The World of the Dead and Natural Disasters in the Books of Pre-Mongol Rus
DOI: 10.33876/2311-0546/2025-2/358-375
Keywords:
dead man, Old Rus, nature, saints, demons, knyazAbstract
The article reconstructs Old Russian Christian ideas about the ability of the dead to influence (stop, or, on the contrary, provoke) large-scale natural phenomena and the world of the living in particular. The author describes the social environment in which such ideas were formed, which influenced all the original literature of the 12th–13th centuries. In the paradigm of that time, the mechanisms of miraculous influence on the world were subject not so much to the living / dead dichotomy as to ideas about the closeness of man to God. A deceased righteous man, regardless of official canonization, kept his significance after death and was able to influence the world with his prayers. At the same time, the influence of the unholy dead on the world of the living always appears in the Old Russian sources as a criticism of the unbelievers, who consider the activity of the dead to be the deception of demons.
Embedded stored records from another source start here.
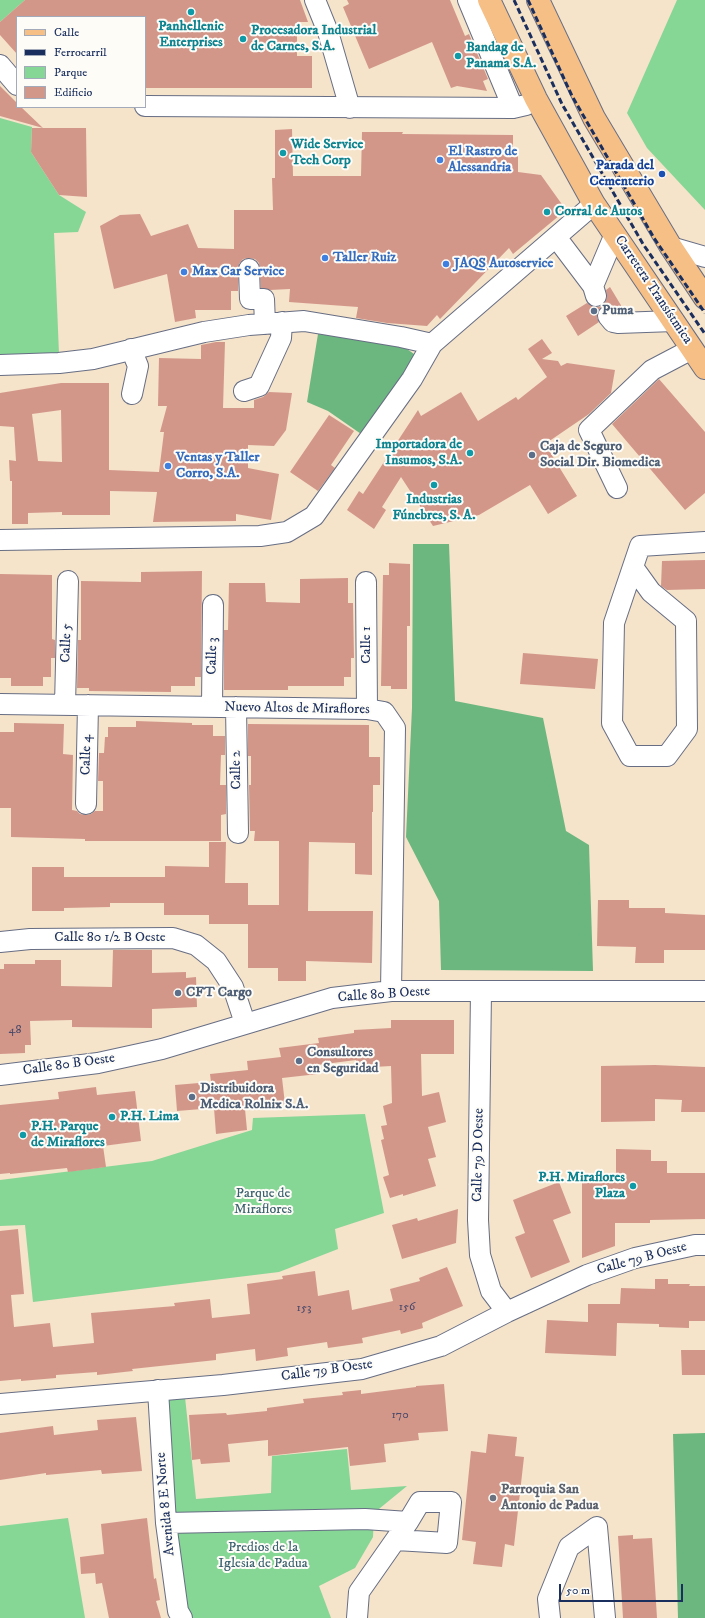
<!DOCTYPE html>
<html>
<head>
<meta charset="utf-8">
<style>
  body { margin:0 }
  #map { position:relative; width:705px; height:1618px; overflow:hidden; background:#f5e3ca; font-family:"IM FELL DW Pica",serif }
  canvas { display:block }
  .legend { position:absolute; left:16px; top:16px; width:130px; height:92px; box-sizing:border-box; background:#fdfcf7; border:1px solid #a3aaba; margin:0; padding:5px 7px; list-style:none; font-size:12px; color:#1b2f5e }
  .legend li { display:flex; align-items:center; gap:8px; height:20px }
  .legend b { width:20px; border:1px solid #a3aaba }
  .scale { position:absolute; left:559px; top:1584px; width:124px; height:18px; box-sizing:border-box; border:2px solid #1b2f5e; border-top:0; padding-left:5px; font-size:12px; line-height:14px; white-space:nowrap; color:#1b2f5e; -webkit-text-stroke:3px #fdfcf7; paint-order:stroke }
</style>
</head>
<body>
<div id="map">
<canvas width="705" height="1618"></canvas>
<ul class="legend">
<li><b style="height:5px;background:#f5bf86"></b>Calle</li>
<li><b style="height:5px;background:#1b2f5e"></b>Ferrocarril</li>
<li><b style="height:11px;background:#86d696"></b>Parque</li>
<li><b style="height:11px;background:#d3978a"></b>Edificio</li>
</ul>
<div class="scale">50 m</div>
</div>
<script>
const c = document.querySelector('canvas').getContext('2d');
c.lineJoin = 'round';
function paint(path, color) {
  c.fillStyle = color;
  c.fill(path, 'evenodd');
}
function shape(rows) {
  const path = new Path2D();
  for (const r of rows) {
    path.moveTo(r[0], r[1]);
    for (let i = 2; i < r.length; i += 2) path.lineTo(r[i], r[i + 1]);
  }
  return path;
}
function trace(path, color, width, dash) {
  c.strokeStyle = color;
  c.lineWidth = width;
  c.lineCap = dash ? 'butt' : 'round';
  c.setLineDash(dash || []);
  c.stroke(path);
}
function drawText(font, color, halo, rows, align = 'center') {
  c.font = font + ' "IM FELL DW Pica",serif';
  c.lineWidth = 4;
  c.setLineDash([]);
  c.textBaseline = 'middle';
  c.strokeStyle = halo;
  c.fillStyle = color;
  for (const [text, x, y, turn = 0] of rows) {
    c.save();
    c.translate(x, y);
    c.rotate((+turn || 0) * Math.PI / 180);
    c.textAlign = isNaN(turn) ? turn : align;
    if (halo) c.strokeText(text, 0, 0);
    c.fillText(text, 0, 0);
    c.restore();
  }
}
const green = shape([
  [0,0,25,0,0,22],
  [677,0,705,0,705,210,647,148,627,113],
  [0,118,32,127,31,152,59,195,86,212,78,232,54,233,59,354,0,357],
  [365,1114,384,1213,335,1229,338,1249,279,1272,33,1302,25,1225,0,1226,0,1180,152,1161,252,1130,253,1118],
  [184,1388,196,1499,271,1493,272,1456,347,1449,351,1490,407,1486,374,1513,373,1537,355,1568,319,1586,331,1618,182,1618,158,1390],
  [68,1518,85,1618,0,1618,0,1526]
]);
const forest = shape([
  [318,334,400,344,421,359,364,436,328,411,307,402],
  [413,544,449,544,455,701,543,718,566,831,589,845,593,971,441,970,439,901,406,837,412,708],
  [705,1433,705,1618,678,1618,673,1434]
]);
const building = shape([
  [25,0,300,0,308,22,297,22,297,56,312,56,312,88,145,88,145,17,17,17,17,54,0,35,0,22],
  [347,0,450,0,465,36,469,34,488,79,483,81,487,91,457,86,451,88,432,42,369,69,343,7,349,4],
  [0,86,17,103,17,107,21,107,43,128,86,128,87,197,59,195,31,152,32,128,43,128,0,116],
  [292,129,293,176,361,176,362,132,403,132,402,134,513,135,513,148,518,149,518,172,541,175,566,210,513,254,509,248,440,319,437,315,427,326,387,323,356,318,358,307,289,302,290,289,270,290,261,288,259,263,255,259,249,258,243,259,239,264,238,291,231,291,231,310,195,310,196,318,175,322,167,274,114,289,100,226,120,215,140,214,151,236,188,224,198,248,234,249,234,210,273,210,272,178,275,178,275,130],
  [610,287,622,307,618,310,612,305,606,305,601,307,597,312,597,318,599,322,578,336,566,316,587,303,594,307,599,307,604,304,607,298,606,290],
  [542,339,552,353,542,359,558,361,561,366,567,363,615,370,611,393,589,414,545,444,577,496,548,514,530,485,479,515,433,526,401,477,382,507,386,510,374,529,347,510,359,491,363,494,418,410,421,416,461,392,478,421,516,397,518,400,547,377,528,349],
  [216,342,225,342,223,408,254,408,254,400,263,397,269,392,292,393,286,430,274,446,248,445,248,468,279,474,271,520,236,514,236,521,153,522,157,492,110,491,110,515,62,515,62,512,28,513,28,524,12,524,12,481,10,481,9,460,16,461,14,427,0,426,0,393,61,383,109,383,109,470,159,472,164,432,160,432,167,406,158,406,159,358,201,359,201,345],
  [61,410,62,462,38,461,32,414],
  [659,379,705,432,705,493,685,510,612,424],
  [329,415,354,431,331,465,335,468,318,491,290,472],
  [705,560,705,589,667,590,661,586,662,561],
  [389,563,410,564,410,626,407,626,407,689,391,689,391,686,381,686,383,575,389,575],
  [202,571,201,677,195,677,195,686,171,686,171,692,89,691,89,688,77,688,78,640,81,640,81,581,141,582,141,572],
  [0,574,52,575,52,639,55,640,55,658,51,658,51,677,43,677,43,686,11,686,11,678,0,678],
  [348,578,348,603,353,603,354,658,351,658,351,677,344,677,344,686,288,686,288,690,224,690,224,630,228,630,229,583,265,583,266,602,300,603,300,579],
  [523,653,598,659,595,689,520,684],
  [136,721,192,723,192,725,213,725,213,736,225,736,225,755,221,755,220,785,226,785,226,814,221,815,221,841,85,841,85,839,11,837,11,808,0,808,0,732,14,732,14,723,64,724,63,754,73,755,72,810,77,811,80,814,86,815,91,814,95,811,103,811,103,781,98,781,99,753,104,753,105,737,108,737,108,727,136,727],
  [248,724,369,725,369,757,380,757,380,785,373,785,373,812,372,812,372,875,355,874,355,843,309,842,308,911,373,911,372,963,306,961,306,981,278,981,278,968,248,968,248,924,209,924,209,915,164,915,164,903,110,903,110,907,64,908,64,911,32,911,32,867,64,867,64,877,165,877,165,866,209,867,209,842,226,842,225,883,248,883,248,905,279,905,279,841,254,841,255,831,250,831,249,785,251,785,251,756,248,756],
  [598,900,629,900,629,908,665,908,665,913,705,915,705,950,664,950,664,963,635,963,636,947,597,946],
  [113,950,152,950,152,973,186,972,186,978,196,977,197,1007,152,1009,152,1028,72,1027,72,1020,30,1021,31,1045,25,1045,25,1053,0,1054,0,969,4,969,4,964,35,964,35,960,61,960,61,986,112,987],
  [391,1020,454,1020,454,1054,421,1054,422,1096,439,1092,446,1122,428,1127,436,1157,428,1159,436,1186,403,1196,403,1194,390,1198,383,1177,389,1175,381,1140,384,1139,381,1126,387,1125,383,1106,392,1103,391,1066,356,1068,356,1060,317,1065,318,1074,282,1078,285,1104,245,1109,247,1130,216,1134,214,1108,177,1111,175,1085,211,1082,210,1074,248,1070,247,1061,281,1057,279,1048,319,1043,318,1038,354,1033,354,1030,391,1028],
  [655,1065,705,1067,705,1112,681,1112,682,1100,655,1099,655,1121,601,1122,601,1066],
  [96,1087,97,1095,135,1091,141,1141,103,1146,106,1167,68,1172,67,1168,10,1174,10,1173,0,1174,0,1105,59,1099,58,1092],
  [616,1149,651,1150,651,1161,667,1161,667,1173,705,1173,705,1219,650,1220,650,1223,615,1223,615,1246,582,1258,582,1182,616,1182],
  [559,1182,571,1213,553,1220,570,1262,531,1278,515,1237,525,1233,513,1200],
  [458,1209,456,1243,402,1259,392,1225,417,1218,418,1221],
  [18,1229,24,1294,11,1295,14,1327,50,1323,53,1347,94,1343,91,1313,175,1306,174,1303,210,1299,212,1318,250,1314,247,1284,283,1279,282,1276,315,1271,318,1296,349,1290,352,1310,393,1301,390,1289,420,1281,419,1278,447,1267,463,1306,422,1323,423,1328,401,1334,400,1330,362,1338,363,1343,328,1348,327,1342,287,1348,288,1356,256,1361,255,1349,216,1354,216,1360,132,1369,133,1371,97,1375,97,1372,56,1375,56,1378,21,1381,21,1379,0,1381,0,1231],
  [655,1279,668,1279,668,1284,690,1284,689,1286,705,1286,705,1321,689,1321,689,1328,659,1327,659,1324,617,1323,616,1356,545,1353,547,1320,588,1322,588,1304,620,1304,621,1288,655,1289],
  [681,1350,705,1350,705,1375,682,1375],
  [444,1384,448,1431,418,1433,419,1440,384,1444,386,1462,350,1466,348,1447,268,1456,268,1440,228,1444,230,1462,201,1464,200,1459,192,1460,189,1415,226,1413,227,1415,267,1411,267,1408,304,1403,303,1399,343,1395,342,1392,361,1390,361,1394,416,1387,416,1386],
  [136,1417,142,1471,102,1474,101,1470,46,1475,46,1473,0,1480,0,1433,53,1426,54,1435,98,1430,97,1420],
  [488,1434,517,1437,515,1456,524,1457,514,1546,505,1544,502,1567,473,1564,476,1542,462,1540,471,1451,486,1453],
  [147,1518,154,1579,156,1578,160,1600,156,1601,161,1618,109,1618,102,1583,96,1584,95,1573,81,1574,80,1557,104,1554,101,1524],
  [633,1535,633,1539,652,1538,657,1618,623,1618,618,1536]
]);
const minor = shape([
  [315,0,328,32,350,108],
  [468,0,513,108],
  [0,65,17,85],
  [145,106,513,108,526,105,536,99],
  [556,237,593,286],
  [671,247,705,257],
  [249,269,250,299,264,299,265,324],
  [596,296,593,286,615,234],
  [608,316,613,322,618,323,674,321],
  [131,349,138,366,132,394],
  [0,365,59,363,93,359,204,332,249,325,304,321,401,337,432,344],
  [244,391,259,386,281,338,282,322],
  [617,488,589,430,652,370,692,349],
  [0,540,260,536,287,532,314,516,412,379,432,344,594,204],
  [633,567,651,592,686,621,687,729,667,756,630,756,612,723,614,623,640,546,705,542],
  [366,582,367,709],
  [0,704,367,709,384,712,395,728,391,991],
  [65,705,68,581],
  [212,707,213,605],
  [236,707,238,833],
  [86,804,88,705],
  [0,942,30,939,173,938,196,945,216,961,233,987,245,1023],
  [481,991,478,1220,480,1255,491,1291,507,1312],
  [0,1075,98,1063,162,1049,332,998,391,991,705,991],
  [158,1390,166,1523,178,1611,182,1618],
  [0,1404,223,1385,362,1369,441,1346,507,1312,587,1275,635,1258,695,1245,705,1245],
  [166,1523,365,1519,408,1522,359,1592,357,1618],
  [396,1540,447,1543,451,1502,420,1502,408,1522],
  [550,1618,548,1599,569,1547,597,1527,605,1618]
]);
const major = shape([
  [489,0,536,99,594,204,705,368],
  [538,0,594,118,671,247,705,298]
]);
const rail = shape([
  [514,0,562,104,643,244,705,334],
  [528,0,572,96,654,238,705,313]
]);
const markers = [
  [191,12,4,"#0f9aa8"],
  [243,39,4,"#0f9aa8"],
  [458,56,4,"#0f9aa8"],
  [283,153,4,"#0f9aa8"],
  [440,160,4,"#3f7fe0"],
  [662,174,4,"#1a4fb4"],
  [547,212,4,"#0f9aa8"],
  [325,258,4,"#3f7fe0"],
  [446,264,4,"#3f7fe0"],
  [184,272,4,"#3f7fe0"],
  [594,311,4,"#5c6f8a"],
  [470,453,4,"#0f9aa8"],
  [532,455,4,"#5c6f8a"],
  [168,466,4,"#3f7fe0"],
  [434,485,4,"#0f9aa8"],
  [178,993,4,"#5c6f8a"],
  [299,1061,4,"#5c6f8a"],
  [192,1097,4,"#5c6f8a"],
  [112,1117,4,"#0f9aa8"],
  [23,1135,4,"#0f9aa8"],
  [633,1186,4,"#0f9aa8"],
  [493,1498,4,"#6b7280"]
];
const numberNames = [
  ["48",15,1031],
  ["156",407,1308],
  ["153",304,1309],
  ["170",400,1416]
];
const cultureNames = [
  ["Panhellenic",191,27,"center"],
  ["Enterprises",191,43,"center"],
  ["Procesadora Industrial",251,31],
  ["de Carnes, S.A.",251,47],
  ["Bandag de",466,48],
  ["Panama S.A.",466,64],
  ["Wide Service",291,145],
  ["Tech Corp",291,161],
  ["Corral de Autos",555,212],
  ["Importadora de",462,445,"right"],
  ["Insumos, S.A.",462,461,"right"],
  ["Industrias",434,500,"center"],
  ["Fúnebres, S. A.",434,516,"center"],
  ["P.H. Lima",120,1117],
  ["P.H. Parque",31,1127],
  ["de Miraflores",31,1143],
  ["P.H. Miraflores",625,1178,"right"],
  ["Plaza",625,1194,"right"]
];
const shopNames = [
  ["El Rastro de",448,152],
  ["Alessandria",448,168],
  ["Taller Ruiz",333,258],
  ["JAQS Autoservice",454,264],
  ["Max Car Service",192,272],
  ["Ventas y Taller",176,458],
  ["Corro, S.A.",176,474]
];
const transitNames = [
  ["Parada del",654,166],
  ["Cementerio",654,182]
];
const streetNames = [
  ["Carretera Transístmica",653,290,56],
  ["Calle 5",67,643,-88],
  ["Calle 1",367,645,-90],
  ["Calle 3",213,656,-89],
  ["Nuevo Altos de Miraflores",297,709,1],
  ["Calle 4",87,755,-89],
  ["Calle 2",237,770,-91],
  ["Calle 80 1/2 B Oeste",110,938],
  ["Calle 80 B Oeste",384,995,-4],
  ["Calle 80 B Oeste",69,1065,-8],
  ["Calle 79 D Oeste",479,1155,-89],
  ["Calle 79 B Oeste",642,1259,-15],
  ["Calle 79 B Oeste",327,1371,-8],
  ["Avenida 8 E Norte",166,1504,-95]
];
const serviceNames = [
  ["Puma",602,311],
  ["Caja de Seguro",540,447],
  ["Social Dir. Biomedica",540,463],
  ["CFT Cargo",186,993],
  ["Consultores",307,1053],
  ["en Seguridad",307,1069],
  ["Distribuidora",200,1089],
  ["Medica Rolnix S.A.",200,1105]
];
const parkNames = [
  ["Parque de",263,1194],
  ["Miraflores",263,1210],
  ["Predios de la",263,1548],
  ["Iglesia de Padua",263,1564]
];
const worshipNames = [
  ["Parroquia San",501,1490],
  ["Antonio de Padua",501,1506]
];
paint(green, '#86d696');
paint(forest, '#6cb77f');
paint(building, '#d3978a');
trace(minor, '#676e84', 22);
trace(major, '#676e84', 24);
trace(minor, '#fff', 20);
trace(major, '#f5bf86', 22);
trace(rail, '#1b2f5e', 3, [6, 3]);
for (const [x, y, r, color] of markers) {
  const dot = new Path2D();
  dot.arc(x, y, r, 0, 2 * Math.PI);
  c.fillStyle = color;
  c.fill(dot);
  trace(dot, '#fdfcf7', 1.5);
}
drawText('12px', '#494969', null, numberNames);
drawText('bold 14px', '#0d838f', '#fdfcf7', cultureNames, 'left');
drawText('bold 14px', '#366cbe', '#fdfcf7', shopNames, 'left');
drawText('bold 14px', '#164399', '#fdfcf7', transitNames, 'right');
drawText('14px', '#1b2f5e', '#fdfcf7', streetNames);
drawText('bold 14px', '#4e5e75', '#fdfcf7', serviceNames, 'left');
drawText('14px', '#3b616f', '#fdfcf7', parkNames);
drawText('bold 14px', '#5b616d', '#fdfcf7', worshipNames, 'left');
</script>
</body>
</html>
The tendency to explain the non-anthropomorphic phenomena by the activity of the dead also depended on the understanding of the capacities of good and evil. Medieval preachers struggled with the idea that demons could affect crop yields, as it was incompatible with the Christian worldview. In Old Russian sources, demons often caused harm associated with physical effects on a particular person (diseases, ulcers, wounds, etc.). The chronicle of 1092 about the attack of demons on Polotsk should be considered as a development of these trends, and this attack is associated by modern researchers with a natural disaster (epidemic).